怪異、お持ち帰り注意

 問題は風呂のあとだった。
 髪を拭きながら部屋を見回して、昂夜は改めて現実を思い知る。家具は最低限。ソファも予備の寝具もない。
「……おい」
「ん」
「布団、一つしかねえじゃん」
「そうだな」
「そうだな、じゃねえよ」
 朔也はスマホを見たまま言う。
「セミダブルだし、寝れるだろ」
「嫌なら起きとく?」
「明日死ぬわ」
「じゃあ寝るしかないじゃん」
 その通りすぎて腹が立つ。

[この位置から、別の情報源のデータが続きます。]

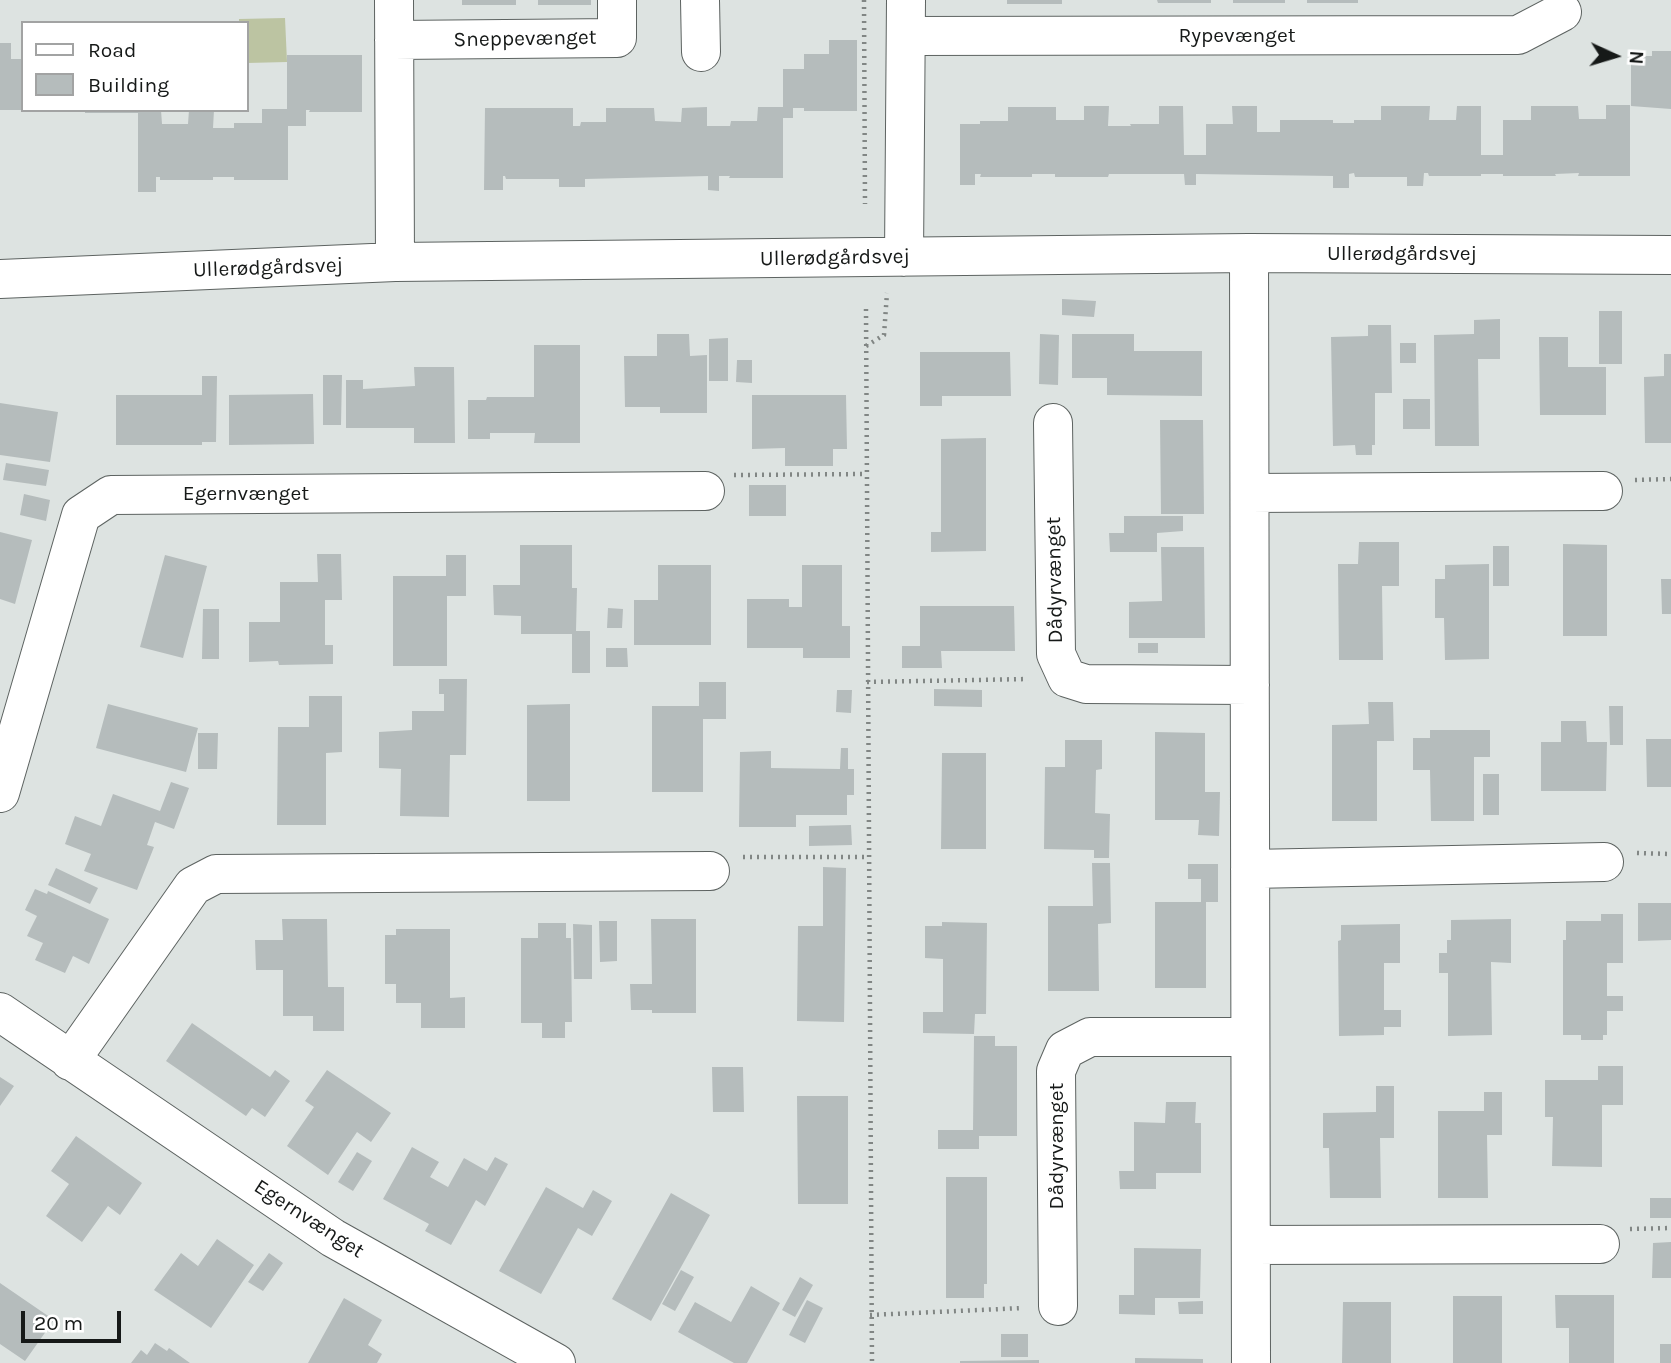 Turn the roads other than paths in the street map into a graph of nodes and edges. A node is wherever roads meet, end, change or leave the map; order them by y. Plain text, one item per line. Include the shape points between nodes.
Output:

昂夜は小さく息を吐いて、布団を睨んだ。狭いが、二人で入れなくはない。入れなくはない、という程度なのが最悪だった。
「……お前、ほんと何も気にしてねえな」
「何を」
 そこを説明するのも癪で、昂夜は黙った。
 結局、観念して布団の端に入る。朔也も反対側に潜り込むが、幅に余裕はない。肩が触れるか触れないかの距離だった。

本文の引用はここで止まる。